Data ->
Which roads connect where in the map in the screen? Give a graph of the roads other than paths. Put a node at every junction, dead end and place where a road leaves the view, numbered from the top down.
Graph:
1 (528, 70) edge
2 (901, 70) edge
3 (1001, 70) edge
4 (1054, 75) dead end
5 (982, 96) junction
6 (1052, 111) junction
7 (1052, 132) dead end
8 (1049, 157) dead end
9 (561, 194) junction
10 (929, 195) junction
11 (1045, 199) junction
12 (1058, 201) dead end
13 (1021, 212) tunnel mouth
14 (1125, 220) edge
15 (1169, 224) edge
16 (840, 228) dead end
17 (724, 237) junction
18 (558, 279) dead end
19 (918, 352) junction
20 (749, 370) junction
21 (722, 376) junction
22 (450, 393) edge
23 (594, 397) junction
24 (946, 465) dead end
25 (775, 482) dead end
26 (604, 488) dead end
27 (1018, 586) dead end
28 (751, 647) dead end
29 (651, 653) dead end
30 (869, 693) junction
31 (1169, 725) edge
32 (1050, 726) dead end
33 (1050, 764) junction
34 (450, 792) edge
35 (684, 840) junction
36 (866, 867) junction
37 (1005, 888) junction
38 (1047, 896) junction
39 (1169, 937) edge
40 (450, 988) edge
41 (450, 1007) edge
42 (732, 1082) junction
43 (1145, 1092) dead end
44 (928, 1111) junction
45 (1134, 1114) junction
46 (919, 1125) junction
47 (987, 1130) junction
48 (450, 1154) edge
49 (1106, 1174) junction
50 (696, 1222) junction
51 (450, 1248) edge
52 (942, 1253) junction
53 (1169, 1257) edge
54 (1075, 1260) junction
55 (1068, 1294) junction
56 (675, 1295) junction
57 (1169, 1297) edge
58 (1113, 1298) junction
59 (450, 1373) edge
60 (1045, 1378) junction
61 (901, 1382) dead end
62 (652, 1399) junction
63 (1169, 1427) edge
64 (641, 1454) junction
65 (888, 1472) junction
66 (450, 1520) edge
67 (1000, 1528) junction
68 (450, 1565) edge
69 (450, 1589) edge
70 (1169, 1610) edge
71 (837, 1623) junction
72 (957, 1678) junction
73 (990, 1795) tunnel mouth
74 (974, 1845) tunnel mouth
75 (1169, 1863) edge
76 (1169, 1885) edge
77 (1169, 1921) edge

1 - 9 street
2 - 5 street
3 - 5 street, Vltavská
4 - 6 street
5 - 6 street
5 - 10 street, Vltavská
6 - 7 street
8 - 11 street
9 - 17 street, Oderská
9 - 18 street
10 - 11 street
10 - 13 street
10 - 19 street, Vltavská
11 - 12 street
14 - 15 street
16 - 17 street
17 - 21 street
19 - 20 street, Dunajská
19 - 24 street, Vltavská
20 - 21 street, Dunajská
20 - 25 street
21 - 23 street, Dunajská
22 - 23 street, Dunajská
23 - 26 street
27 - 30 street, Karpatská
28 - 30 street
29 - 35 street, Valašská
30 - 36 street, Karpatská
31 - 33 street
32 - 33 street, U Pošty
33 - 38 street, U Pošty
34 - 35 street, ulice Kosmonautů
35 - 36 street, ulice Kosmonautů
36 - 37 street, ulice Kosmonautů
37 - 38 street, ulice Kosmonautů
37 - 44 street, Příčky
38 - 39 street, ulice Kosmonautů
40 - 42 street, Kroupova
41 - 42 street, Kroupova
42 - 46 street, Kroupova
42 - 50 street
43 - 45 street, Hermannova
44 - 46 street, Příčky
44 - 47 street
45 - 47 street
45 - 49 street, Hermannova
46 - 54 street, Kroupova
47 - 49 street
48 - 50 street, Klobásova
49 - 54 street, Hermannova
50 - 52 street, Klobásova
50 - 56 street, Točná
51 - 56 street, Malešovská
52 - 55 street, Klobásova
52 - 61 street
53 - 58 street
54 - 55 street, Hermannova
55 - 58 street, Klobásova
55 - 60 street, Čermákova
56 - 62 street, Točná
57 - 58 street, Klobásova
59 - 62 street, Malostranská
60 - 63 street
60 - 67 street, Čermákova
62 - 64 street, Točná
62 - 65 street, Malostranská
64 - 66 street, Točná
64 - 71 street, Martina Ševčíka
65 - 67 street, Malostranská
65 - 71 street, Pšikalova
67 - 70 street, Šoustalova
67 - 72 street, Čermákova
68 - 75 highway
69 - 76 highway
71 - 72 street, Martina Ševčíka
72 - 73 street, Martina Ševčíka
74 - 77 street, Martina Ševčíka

Try it ->
Pull out each line of the listing that holds the string "Hermannova".

Output for this exercise ->
43 - 45 street, Hermannova
45 - 49 street, Hermannova
49 - 54 street, Hermannova
54 - 55 street, Hermannova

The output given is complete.